PROMPT: Find the string "Green" in the records. Copy each line that has it.

DATA EXCERPTS:

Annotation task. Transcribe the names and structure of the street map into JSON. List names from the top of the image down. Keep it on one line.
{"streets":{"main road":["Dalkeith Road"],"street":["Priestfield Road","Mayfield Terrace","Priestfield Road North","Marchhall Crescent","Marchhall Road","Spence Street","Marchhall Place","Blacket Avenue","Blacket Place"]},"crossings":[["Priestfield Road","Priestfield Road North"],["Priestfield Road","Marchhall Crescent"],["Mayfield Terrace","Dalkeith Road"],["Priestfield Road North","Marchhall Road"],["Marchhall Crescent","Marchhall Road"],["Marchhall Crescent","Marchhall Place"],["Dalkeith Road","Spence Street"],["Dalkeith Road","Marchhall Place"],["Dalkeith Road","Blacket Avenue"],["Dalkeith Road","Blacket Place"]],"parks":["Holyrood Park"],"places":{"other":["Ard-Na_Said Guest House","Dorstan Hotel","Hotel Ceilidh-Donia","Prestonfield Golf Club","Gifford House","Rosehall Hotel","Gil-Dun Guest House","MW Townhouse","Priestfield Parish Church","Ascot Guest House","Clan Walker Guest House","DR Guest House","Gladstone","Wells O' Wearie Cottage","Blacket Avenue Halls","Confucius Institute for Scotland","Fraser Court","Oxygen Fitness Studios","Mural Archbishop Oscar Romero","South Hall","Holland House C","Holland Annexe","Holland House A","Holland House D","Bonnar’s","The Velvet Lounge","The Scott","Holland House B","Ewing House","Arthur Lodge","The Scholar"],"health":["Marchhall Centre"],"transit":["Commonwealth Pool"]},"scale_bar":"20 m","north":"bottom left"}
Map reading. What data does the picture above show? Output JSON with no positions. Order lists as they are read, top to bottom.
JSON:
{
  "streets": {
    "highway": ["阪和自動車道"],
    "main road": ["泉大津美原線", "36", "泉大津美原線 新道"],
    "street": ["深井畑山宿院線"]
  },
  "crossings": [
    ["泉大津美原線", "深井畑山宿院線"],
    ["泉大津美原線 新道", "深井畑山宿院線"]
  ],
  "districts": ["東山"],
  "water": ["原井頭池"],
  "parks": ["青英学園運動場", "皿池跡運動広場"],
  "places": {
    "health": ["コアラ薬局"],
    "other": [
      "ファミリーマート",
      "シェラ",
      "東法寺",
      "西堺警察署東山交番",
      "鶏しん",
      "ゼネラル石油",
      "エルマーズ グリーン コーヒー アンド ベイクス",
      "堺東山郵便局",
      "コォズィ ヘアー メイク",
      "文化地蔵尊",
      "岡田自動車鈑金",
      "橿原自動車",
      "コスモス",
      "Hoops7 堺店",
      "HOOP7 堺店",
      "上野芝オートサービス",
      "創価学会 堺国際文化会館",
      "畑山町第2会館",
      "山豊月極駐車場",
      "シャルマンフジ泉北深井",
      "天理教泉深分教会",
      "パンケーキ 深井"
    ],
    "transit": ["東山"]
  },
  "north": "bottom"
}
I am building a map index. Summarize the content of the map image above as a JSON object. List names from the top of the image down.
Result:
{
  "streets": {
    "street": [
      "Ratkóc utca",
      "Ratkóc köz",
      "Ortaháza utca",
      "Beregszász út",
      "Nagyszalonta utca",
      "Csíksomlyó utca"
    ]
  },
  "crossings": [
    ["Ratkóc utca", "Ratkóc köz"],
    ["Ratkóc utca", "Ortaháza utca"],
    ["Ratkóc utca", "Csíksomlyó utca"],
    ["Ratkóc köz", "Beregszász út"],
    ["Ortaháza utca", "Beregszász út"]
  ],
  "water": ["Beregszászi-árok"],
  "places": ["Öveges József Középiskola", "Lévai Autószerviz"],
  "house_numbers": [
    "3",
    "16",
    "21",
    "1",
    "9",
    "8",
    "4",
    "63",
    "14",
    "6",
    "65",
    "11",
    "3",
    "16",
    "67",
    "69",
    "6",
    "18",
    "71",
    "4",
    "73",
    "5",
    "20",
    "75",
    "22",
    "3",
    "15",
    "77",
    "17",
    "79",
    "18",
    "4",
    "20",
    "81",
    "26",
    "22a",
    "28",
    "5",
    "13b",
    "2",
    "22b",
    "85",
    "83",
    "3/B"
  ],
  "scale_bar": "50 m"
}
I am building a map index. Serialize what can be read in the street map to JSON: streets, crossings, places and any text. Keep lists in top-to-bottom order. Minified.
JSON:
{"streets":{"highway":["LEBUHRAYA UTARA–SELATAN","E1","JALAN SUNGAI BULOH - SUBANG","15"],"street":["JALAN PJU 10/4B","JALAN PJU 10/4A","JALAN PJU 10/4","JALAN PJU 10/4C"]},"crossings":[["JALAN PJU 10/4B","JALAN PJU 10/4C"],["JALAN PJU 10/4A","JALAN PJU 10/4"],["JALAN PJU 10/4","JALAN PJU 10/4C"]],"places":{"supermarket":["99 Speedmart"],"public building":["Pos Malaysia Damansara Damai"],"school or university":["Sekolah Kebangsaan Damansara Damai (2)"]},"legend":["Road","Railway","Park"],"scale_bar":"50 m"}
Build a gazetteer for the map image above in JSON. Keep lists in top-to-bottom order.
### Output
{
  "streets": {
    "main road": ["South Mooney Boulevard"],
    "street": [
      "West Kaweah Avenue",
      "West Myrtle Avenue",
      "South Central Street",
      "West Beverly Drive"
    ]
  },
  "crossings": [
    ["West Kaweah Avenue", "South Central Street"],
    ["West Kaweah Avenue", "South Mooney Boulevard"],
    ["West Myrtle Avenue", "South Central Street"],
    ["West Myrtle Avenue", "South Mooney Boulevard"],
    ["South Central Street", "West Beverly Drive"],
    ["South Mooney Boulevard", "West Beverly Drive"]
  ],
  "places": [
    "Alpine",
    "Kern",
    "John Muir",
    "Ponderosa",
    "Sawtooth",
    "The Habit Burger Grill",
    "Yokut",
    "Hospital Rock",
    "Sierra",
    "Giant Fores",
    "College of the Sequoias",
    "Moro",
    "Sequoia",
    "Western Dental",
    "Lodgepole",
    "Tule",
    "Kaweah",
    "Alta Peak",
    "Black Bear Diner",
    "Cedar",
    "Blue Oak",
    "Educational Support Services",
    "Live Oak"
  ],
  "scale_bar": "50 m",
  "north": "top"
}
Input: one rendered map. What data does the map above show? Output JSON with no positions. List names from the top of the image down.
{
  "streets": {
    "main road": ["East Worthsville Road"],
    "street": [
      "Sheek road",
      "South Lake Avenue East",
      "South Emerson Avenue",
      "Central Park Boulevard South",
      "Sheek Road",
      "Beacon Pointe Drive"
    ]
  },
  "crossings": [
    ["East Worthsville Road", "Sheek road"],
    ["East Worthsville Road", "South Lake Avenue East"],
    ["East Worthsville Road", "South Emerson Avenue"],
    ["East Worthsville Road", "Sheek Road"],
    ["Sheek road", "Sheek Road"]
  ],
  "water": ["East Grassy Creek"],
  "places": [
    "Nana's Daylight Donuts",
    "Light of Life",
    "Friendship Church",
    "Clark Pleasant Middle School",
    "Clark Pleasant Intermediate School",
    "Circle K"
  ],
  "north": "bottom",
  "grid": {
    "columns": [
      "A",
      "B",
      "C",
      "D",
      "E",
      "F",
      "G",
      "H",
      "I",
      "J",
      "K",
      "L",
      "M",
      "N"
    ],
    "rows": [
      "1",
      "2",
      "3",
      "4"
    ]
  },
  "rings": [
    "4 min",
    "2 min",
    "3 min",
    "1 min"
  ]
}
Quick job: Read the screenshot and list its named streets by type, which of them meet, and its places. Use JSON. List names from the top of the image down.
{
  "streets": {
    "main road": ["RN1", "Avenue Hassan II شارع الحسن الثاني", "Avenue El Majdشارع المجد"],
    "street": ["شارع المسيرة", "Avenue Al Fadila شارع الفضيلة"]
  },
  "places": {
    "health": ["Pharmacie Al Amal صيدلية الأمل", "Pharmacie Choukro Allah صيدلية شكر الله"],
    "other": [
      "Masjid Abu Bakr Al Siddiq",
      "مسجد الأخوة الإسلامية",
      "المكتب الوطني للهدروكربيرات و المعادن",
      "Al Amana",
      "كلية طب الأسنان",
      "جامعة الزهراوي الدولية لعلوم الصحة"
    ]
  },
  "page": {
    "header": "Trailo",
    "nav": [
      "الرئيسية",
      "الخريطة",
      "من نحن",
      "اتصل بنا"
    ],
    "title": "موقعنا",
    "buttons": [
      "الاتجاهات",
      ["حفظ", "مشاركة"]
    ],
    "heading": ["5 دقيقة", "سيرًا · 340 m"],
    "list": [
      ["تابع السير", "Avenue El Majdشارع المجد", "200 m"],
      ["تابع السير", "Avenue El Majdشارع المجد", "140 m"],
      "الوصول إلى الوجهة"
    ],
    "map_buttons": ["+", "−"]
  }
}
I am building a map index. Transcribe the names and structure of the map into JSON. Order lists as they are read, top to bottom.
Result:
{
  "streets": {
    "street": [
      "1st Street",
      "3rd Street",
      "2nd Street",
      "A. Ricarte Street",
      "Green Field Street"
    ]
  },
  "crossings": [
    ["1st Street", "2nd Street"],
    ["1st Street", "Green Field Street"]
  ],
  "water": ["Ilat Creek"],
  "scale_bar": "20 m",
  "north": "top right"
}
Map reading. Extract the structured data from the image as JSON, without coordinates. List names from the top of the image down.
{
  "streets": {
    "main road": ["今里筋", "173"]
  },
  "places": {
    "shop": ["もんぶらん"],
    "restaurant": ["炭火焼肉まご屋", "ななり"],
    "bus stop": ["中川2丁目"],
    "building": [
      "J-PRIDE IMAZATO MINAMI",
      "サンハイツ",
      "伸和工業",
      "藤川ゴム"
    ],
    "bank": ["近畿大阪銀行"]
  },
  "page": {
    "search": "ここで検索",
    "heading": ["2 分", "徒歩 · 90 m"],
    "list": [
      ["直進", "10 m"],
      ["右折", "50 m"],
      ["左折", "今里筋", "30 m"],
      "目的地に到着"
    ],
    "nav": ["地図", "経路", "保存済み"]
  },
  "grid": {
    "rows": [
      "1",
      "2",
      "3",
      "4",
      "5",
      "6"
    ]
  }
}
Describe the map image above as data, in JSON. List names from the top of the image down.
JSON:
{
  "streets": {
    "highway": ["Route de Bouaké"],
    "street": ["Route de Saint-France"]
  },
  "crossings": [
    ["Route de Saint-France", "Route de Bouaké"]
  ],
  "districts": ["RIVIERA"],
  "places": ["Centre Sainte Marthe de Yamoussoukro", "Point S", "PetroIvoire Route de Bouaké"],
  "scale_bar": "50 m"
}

ANSWER:
      "Green Field Street"
    ["1st Street", "Green Field Street"]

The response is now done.